***** DATA *****
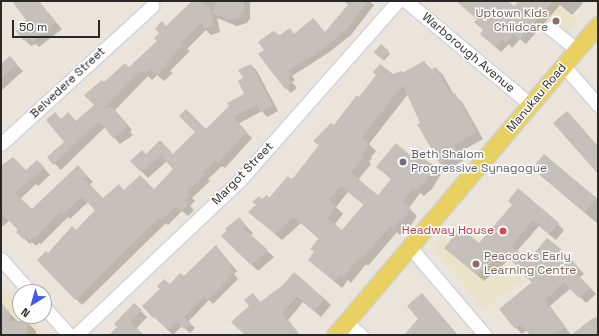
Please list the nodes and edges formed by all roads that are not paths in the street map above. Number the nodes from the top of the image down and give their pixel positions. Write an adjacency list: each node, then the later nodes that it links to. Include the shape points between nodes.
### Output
1 (398, 1): 17 (street, Margot Street, via 240,180)
2 (406, 1): 8 (street, Warborough Avenue)
3 (152, 6): 10 (street, Belvedere Street)
4 (598, 25): 6 (main road, Manukau Road)
5 (550, 28): 6 (street)
6 (577, 50): 7 (main road, Manukau Road)
7 (564, 66): 8 (main road, Manukau Road); 9 (street)
8 (531, 105): 11 (main road, Manukau Road)
9 (598, 105)
10 (1, 144)
11 (410, 247): 15 (main road, Manukau Road); 19 (street)
12 (1, 260): 13 (street)
13 (23, 284)
14 (52, 316): 16 (street)
15 (341, 329): 18 (street)
16 (69, 335)
17 (76, 335)
18 (361, 335)
19 (485, 335)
*****
• **PROBLEM DETAILS**
Transcribe the data exactly and leave no picture in the copy.

• **WRITTEN SOLUTION**
Please list the nodes and edges formed by all roads that are not paths in the street map above. Number the nodes from the top of the image down and give their pixel positions. Write an adjacency list: each node, then the later nodes that it links to. Include the shape points between nodes.
### Output
1 (398, 1): 17 (street, Margot Street, via 240,180)
2 (406, 1): 8 (street, Warborough Avenue)
3 (152, 6): 10 (street, Belvedere Street)
4 (598, 25): 6 (main road, Manukau Road)
5 (550, 28): 6 (street)
6 (577, 50): 7 (main road, Manukau Road)
7 (564, 66): 8 (main road, Manukau Road); 9 (street)
8 (531, 105): 11 (main road, Manukau Road)
9 (598, 105)
10 (1, 144)
11 (410, 247): 15 (main road, Manukau Road); 19 (street)
12 (1, 260): 13 (street)
13 (23, 284)
14 (52, 316): 16 (street)
15 (341, 329): 18 (street)
16 (69, 335)
17 (76, 335)
18 (361, 335)
19 (485, 335)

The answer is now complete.